Brad Biggs at the Chicago Tribune on the Bears free agent options at cornerback:
It would be surprising if there isn’t good interest in [Kyle] Fuller. Where his market heads and what he’s seeking money-wise remains to be seen. The good news is there is solid depth at the position in free agency. Depending on who you talk to, there are two tiers of top available corners. Most folks I spoke to placed Trumaine Johnson of the Rams, Fuller and Bashaud Breeland of the Redskins in the top three. One defensive backs coach I spoke to had Johnson, Fuller and Malcolm Butler of the Patriots. There hasn’t been a ton of chatter about Butler, and who knows what happened leading into Super Bowl LII when he was benched. I don’t know that anyone will ever get the real story on that.
“Who can say what happened with that deal? It was just weird,” said the defensive backs coach. “But he’s a good player. Limited because of his size, but he’s good. He makes plays. He’s got good movement. He’s got a little attitude out there. You say he struggled this season and I counter that they didn’t have any pass rush this season at all. You’ve got to consider that.

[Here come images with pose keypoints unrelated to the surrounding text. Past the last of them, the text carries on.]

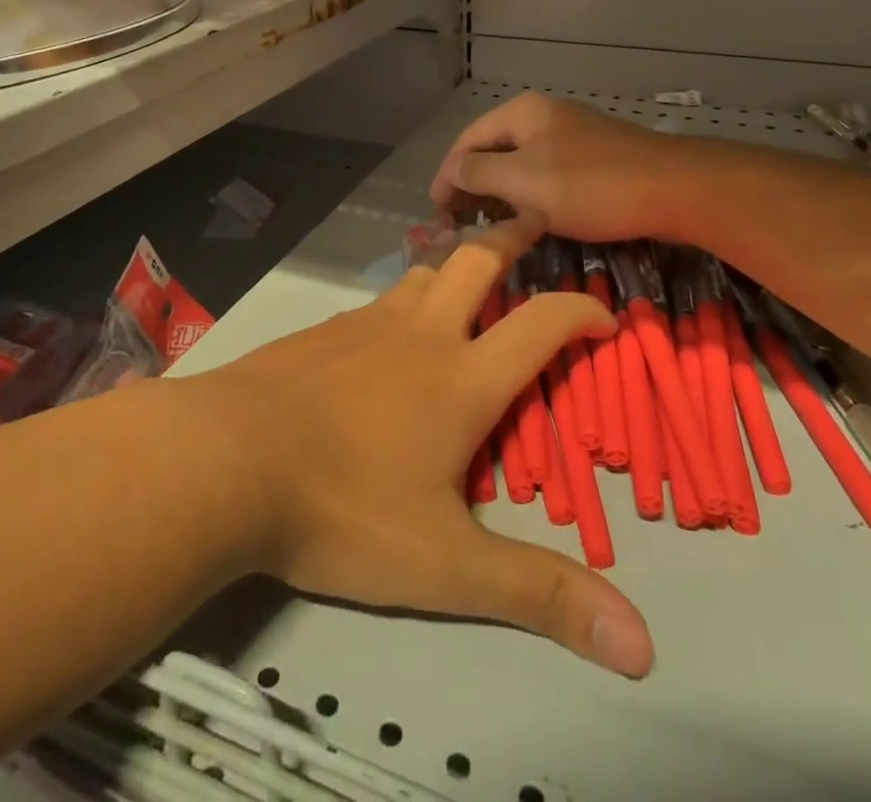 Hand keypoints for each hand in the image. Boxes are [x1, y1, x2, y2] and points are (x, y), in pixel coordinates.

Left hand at [191, 218, 653, 678]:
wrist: (226, 460)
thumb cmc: (343, 508)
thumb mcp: (446, 566)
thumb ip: (539, 595)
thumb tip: (643, 647)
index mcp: (462, 378)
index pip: (541, 323)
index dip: (582, 312)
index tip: (605, 316)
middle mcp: (420, 334)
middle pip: (476, 260)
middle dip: (511, 237)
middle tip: (532, 224)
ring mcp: (364, 324)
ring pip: (422, 273)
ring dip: (453, 266)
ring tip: (466, 275)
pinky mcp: (321, 331)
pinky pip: (375, 302)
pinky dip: (401, 301)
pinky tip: (386, 332)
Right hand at [430, 92, 693, 243]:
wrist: (674, 189)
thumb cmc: (590, 185)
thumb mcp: (524, 181)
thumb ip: (479, 174)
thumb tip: (452, 172)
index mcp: (522, 113)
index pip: (468, 140)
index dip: (446, 175)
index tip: (434, 212)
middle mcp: (543, 116)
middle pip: (493, 149)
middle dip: (471, 185)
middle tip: (456, 222)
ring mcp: (572, 136)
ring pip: (521, 165)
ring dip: (499, 194)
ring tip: (485, 226)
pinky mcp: (594, 159)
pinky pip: (547, 176)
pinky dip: (529, 197)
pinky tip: (528, 220) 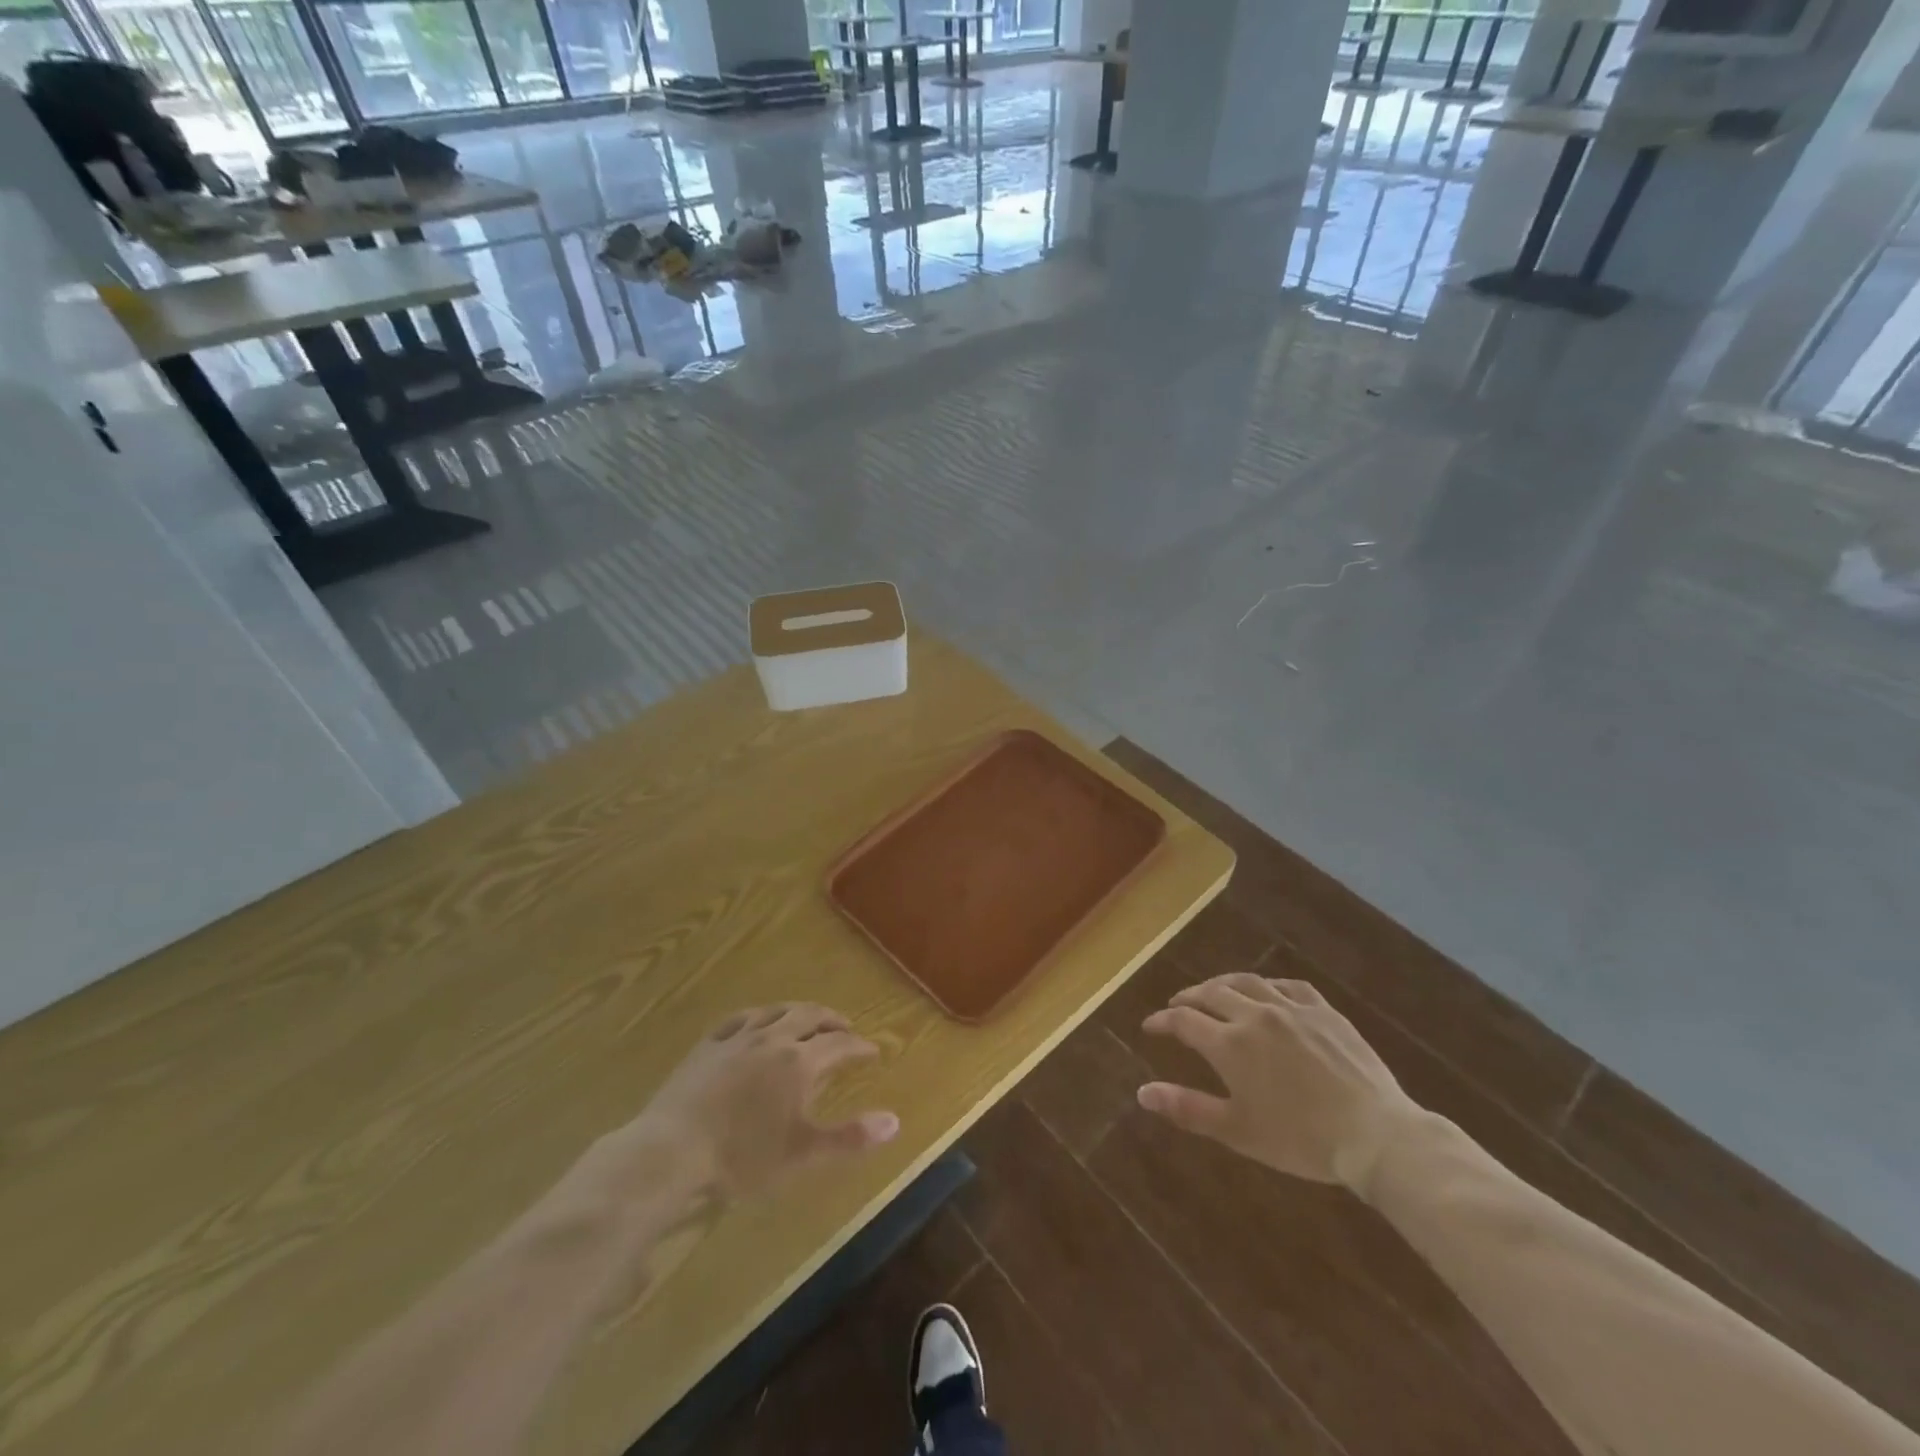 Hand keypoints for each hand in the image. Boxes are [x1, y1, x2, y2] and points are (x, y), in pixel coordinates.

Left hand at [578, 1004, 899, 1208]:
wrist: (672, 1151)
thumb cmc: (742, 1157)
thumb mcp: (802, 1153)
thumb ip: (850, 1137)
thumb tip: (895, 1121)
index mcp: (800, 1062)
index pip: (839, 1044)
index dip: (859, 1046)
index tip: (872, 1050)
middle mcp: (773, 1038)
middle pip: (810, 1016)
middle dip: (832, 1020)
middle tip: (845, 1027)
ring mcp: (737, 1038)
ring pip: (776, 1011)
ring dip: (798, 1011)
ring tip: (807, 1018)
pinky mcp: (708, 1045)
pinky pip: (739, 1018)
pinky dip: (758, 1016)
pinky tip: (757, 1022)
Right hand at [1138, 974, 1424, 1192]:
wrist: (1375, 1134)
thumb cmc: (1300, 1139)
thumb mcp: (1237, 1131)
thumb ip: (1187, 1108)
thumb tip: (1142, 1092)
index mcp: (1230, 1044)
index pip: (1184, 1021)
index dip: (1163, 1020)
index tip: (1151, 1025)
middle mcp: (1255, 1015)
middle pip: (1211, 993)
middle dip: (1189, 997)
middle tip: (1178, 1004)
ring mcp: (1292, 1009)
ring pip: (1248, 982)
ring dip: (1223, 983)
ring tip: (1214, 990)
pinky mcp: (1324, 1011)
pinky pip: (1289, 986)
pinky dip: (1269, 986)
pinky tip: (1268, 993)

“That’s why when I was doing my report on Aaron Colvin (Jaguars cornerback), I had a hard time. Nice player, but it was hard to write a report on him because that defense was just avalanching quarterbacks the entire season. You watch the cornerbacks in Jacksonville and they were just sitting on routes, which I would have done, too, because of that pass rush. So how is Colvin going to fit in your system if you can’t get after the quarterback like that? That’s the challenge. Nice player, but I think he’s in the next tier.”
Points are all well taken on Butler. But I’ve become convinced that the Super Bowl benching was a football decision just as the Patriots say it was.

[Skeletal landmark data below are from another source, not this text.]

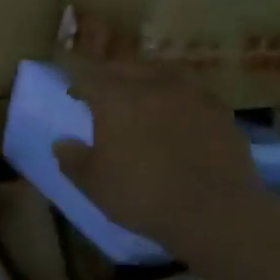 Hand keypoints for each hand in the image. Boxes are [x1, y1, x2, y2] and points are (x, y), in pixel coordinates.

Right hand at [53, 62, 262, 249]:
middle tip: (105, 91)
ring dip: (146, 78)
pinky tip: (178, 112)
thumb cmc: (144, 195)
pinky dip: (178, 96)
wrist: (215, 211)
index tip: (75, 96)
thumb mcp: (95, 184)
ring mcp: (190, 92)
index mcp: (115, 97)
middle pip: (125, 67)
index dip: (79, 85)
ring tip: (142, 93)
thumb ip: (73, 160)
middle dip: (110, 76)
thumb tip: (60, 143)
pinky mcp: (219, 109)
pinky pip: (191, 91)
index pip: (89, 78)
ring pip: (161, 71)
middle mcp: (152, 83) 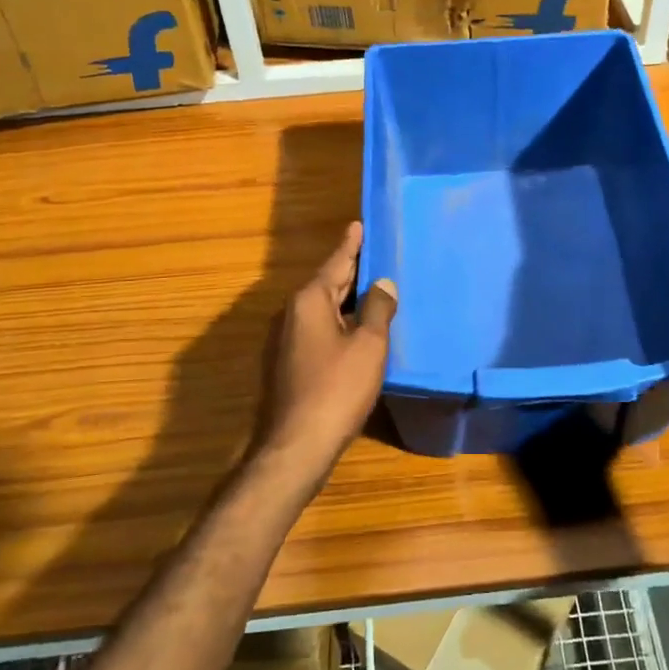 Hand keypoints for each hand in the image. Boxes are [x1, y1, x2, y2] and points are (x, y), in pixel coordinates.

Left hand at [259, 222, 397, 479]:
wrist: (297, 445)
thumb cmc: (337, 388)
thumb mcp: (368, 345)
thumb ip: (377, 309)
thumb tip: (383, 283)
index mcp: (309, 300)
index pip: (336, 262)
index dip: (351, 244)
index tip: (358, 224)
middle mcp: (291, 313)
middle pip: (327, 284)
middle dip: (350, 271)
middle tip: (374, 254)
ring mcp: (285, 340)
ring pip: (322, 309)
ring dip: (345, 299)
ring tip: (372, 290)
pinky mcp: (287, 364)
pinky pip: (317, 330)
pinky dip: (338, 323)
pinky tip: (356, 331)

Butler was never used on the opponent’s best receiver playing for the Patriots. It was always a situation where they either double teamed that player or, after they acquired him, put Stephon Gilmore on him. They always put Butler on the other side. The reason is simple. At 5’11” he was too short to cover the larger outside receivers that often dominate in the NFL. Butler could only be trusted covering lesser receivers or quicker receivers on the shorter side of normal.
The “long and the short of it” is possibly just that Butler just wasn’t good enough and the Patriots thought they’d have better luck without using him in coverage.
Bottom line, the Patriots didn’t consider Butler to be a top of the line cornerback. The Bears are probably better off without over paying Butler and should only consider him if his price tag comes in lower than expected.